-------- DATA FOR THE TASK --------

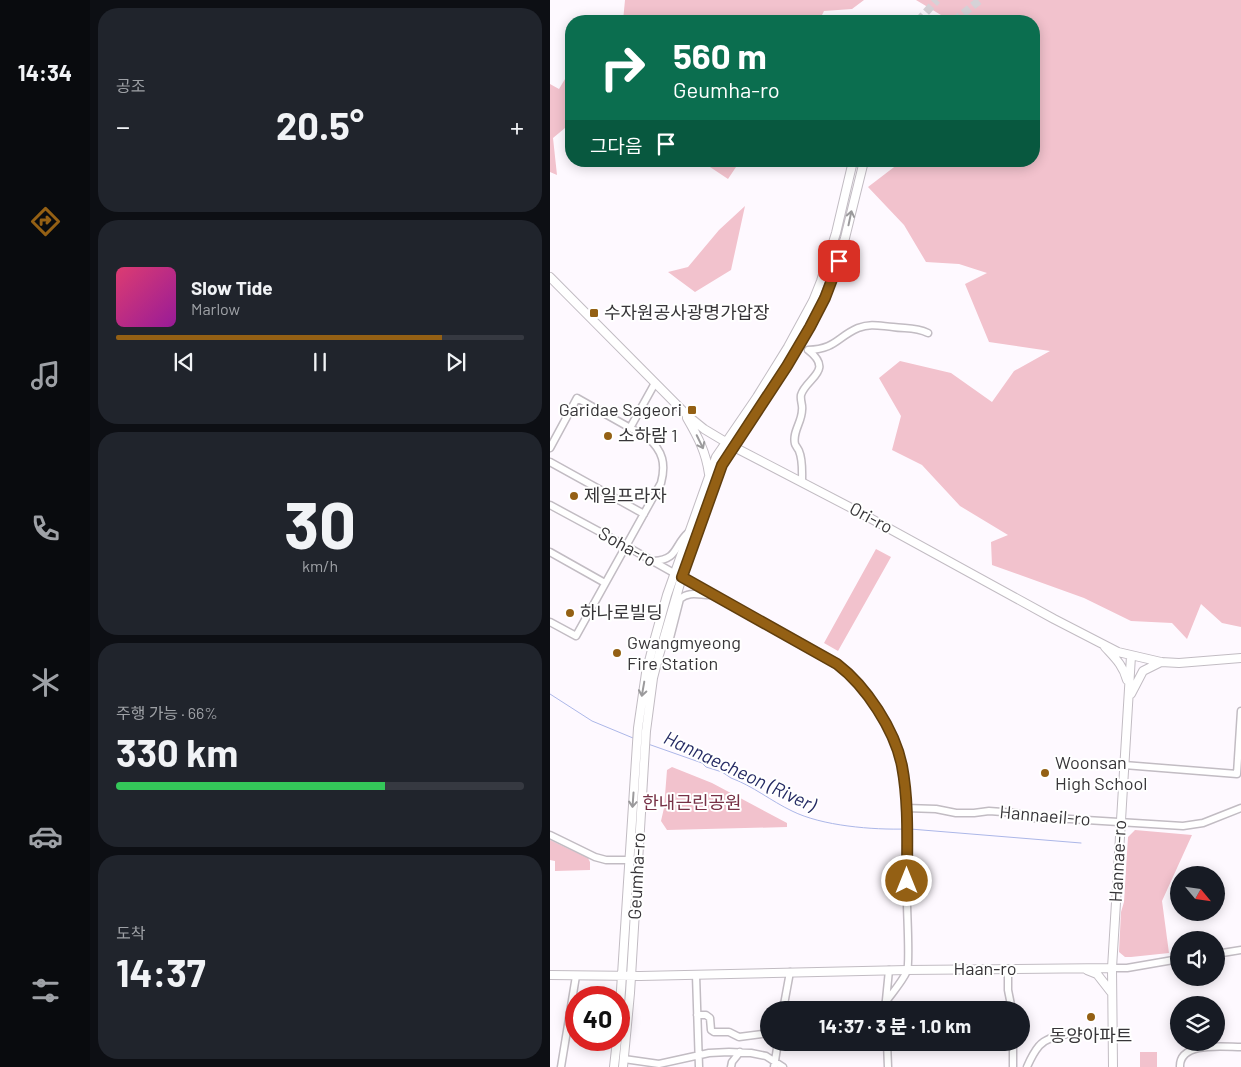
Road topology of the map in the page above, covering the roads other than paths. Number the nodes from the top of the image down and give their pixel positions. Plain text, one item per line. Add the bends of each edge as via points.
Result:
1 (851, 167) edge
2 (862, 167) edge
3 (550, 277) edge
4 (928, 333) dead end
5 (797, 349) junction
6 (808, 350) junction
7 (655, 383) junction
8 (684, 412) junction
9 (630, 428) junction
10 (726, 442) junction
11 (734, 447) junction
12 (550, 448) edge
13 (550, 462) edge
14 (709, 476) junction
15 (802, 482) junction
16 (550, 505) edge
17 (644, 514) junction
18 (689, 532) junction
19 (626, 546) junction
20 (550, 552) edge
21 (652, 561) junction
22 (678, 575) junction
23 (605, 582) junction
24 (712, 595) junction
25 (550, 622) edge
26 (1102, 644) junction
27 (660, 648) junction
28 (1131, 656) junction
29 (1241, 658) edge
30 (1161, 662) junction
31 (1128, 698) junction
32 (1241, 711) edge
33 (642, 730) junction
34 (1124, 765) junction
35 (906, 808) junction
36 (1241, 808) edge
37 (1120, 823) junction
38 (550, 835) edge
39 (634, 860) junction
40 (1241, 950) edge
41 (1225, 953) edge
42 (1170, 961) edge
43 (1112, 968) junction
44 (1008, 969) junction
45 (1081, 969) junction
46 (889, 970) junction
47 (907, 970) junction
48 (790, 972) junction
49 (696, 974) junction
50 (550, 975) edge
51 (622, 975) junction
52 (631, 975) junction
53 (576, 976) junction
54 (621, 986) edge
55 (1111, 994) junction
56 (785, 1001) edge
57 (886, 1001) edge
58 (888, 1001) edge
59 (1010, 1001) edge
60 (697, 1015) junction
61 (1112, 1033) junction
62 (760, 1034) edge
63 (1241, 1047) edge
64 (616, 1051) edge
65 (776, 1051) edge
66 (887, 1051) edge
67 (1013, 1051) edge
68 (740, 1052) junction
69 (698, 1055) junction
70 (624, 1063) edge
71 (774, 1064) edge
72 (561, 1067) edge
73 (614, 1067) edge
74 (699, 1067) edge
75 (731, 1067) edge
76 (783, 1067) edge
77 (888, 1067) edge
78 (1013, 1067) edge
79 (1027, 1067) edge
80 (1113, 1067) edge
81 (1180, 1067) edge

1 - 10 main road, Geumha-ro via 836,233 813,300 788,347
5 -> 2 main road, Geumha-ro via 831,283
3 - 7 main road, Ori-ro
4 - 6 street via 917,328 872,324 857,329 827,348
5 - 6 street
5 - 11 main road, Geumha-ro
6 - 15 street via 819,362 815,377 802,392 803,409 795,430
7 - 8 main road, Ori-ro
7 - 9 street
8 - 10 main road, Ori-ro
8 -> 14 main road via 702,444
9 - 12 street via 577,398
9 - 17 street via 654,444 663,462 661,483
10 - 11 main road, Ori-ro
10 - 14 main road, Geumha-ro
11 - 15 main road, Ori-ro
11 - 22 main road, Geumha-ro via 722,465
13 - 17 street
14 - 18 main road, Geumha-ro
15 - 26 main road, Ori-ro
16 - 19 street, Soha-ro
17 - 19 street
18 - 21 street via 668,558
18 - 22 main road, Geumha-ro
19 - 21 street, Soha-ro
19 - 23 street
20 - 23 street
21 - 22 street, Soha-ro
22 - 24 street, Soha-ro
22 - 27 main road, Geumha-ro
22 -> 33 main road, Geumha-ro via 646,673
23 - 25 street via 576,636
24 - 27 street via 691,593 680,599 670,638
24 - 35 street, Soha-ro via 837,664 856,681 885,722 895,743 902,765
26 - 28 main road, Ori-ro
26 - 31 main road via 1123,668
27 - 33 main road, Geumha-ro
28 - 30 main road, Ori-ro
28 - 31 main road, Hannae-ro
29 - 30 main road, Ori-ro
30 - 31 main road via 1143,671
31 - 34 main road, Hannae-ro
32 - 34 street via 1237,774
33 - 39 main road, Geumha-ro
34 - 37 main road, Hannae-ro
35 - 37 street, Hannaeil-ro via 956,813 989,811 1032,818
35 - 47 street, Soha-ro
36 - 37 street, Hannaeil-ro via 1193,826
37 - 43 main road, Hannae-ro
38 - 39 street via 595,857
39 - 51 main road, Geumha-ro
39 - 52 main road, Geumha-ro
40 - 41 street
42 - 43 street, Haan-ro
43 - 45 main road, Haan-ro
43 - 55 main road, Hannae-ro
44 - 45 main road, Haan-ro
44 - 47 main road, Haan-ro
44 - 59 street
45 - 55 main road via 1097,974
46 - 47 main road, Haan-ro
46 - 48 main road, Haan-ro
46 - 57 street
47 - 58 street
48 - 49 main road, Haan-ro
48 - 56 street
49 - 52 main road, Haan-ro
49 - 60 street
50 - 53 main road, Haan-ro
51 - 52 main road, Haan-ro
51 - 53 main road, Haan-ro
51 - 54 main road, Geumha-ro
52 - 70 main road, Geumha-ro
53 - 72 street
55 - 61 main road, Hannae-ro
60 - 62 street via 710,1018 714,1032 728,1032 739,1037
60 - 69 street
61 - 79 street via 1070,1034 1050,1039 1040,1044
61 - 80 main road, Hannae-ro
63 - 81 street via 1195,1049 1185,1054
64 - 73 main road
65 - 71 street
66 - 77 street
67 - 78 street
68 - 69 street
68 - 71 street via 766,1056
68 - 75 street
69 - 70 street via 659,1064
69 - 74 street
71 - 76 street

--------
-------- DATA FOR THE TASK --------

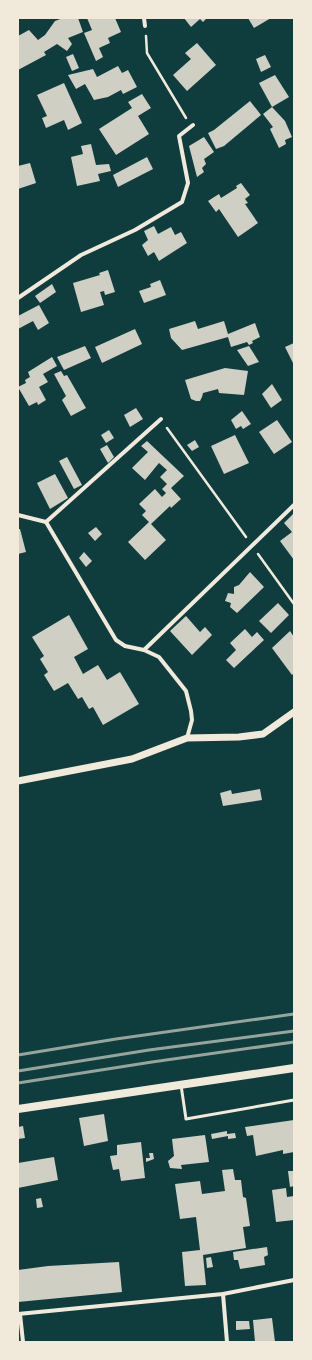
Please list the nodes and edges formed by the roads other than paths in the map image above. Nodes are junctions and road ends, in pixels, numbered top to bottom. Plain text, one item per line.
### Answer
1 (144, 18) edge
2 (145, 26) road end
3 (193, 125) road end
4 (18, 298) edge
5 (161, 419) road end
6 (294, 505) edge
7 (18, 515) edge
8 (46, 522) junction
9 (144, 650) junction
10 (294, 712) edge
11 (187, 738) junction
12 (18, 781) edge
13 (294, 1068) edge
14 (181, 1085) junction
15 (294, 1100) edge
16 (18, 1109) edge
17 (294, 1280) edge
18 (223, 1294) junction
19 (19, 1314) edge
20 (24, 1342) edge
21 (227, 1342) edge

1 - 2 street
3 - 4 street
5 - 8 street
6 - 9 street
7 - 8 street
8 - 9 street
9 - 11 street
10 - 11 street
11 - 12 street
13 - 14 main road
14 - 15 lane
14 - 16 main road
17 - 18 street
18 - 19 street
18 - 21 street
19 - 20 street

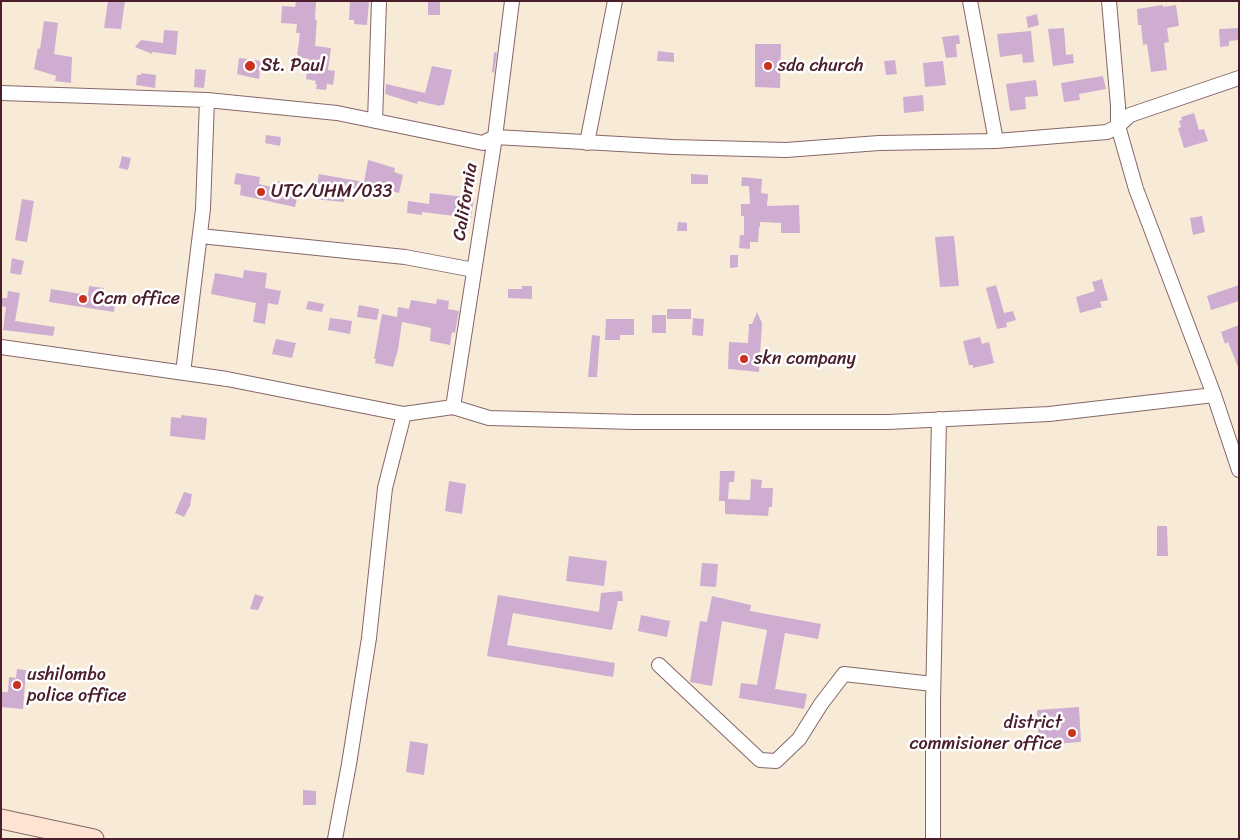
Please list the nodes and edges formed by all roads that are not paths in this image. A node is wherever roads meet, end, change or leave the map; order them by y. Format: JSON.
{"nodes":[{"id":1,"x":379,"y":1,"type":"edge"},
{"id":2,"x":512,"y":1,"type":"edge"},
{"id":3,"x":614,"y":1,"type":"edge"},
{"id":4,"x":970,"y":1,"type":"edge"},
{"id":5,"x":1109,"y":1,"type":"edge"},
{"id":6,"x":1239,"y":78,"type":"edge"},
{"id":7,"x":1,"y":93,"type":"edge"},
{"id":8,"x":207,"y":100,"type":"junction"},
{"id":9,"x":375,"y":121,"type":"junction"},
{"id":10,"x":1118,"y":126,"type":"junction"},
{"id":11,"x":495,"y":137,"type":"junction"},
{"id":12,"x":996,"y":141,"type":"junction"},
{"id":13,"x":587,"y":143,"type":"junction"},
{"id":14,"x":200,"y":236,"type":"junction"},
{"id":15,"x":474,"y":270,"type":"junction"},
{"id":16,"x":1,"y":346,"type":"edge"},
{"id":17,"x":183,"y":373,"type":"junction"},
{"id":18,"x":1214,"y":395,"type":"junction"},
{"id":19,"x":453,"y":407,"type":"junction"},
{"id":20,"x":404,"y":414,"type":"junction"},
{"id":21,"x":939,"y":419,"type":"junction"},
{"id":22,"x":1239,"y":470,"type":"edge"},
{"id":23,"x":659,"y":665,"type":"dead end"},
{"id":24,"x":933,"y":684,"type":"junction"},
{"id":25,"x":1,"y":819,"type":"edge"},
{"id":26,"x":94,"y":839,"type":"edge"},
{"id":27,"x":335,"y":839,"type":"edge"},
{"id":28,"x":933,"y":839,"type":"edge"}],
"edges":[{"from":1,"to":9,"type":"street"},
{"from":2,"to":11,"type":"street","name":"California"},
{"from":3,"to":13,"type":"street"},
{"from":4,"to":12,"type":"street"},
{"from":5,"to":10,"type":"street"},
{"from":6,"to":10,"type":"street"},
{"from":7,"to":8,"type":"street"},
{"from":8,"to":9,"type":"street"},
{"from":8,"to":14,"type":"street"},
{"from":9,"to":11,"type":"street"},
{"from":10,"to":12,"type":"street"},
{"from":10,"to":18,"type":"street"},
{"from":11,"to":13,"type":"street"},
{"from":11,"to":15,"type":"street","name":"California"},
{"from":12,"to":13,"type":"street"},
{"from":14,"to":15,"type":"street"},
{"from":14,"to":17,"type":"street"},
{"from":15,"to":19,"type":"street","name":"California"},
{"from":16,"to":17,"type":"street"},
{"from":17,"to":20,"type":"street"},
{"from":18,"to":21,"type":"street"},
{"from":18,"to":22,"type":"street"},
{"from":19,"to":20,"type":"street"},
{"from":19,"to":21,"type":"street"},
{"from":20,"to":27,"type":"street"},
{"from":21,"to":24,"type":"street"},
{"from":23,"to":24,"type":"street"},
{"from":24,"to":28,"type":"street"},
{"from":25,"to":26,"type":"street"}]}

--------

PROBLEM REQUIREMENTS: Where a line in the listing above includes the string "Soha", copy that line.

FINISHED TASK:
16 - 19 street, Soha-ro
19 - 21 street, Soha-ro
21 - 22 street, Soha-ro
22 - 24 street, Soha-ro
24 - 35 street, Soha-ro via 837,664 856,681 885,722 895,743 902,765
35 - 47 street, Soha-ro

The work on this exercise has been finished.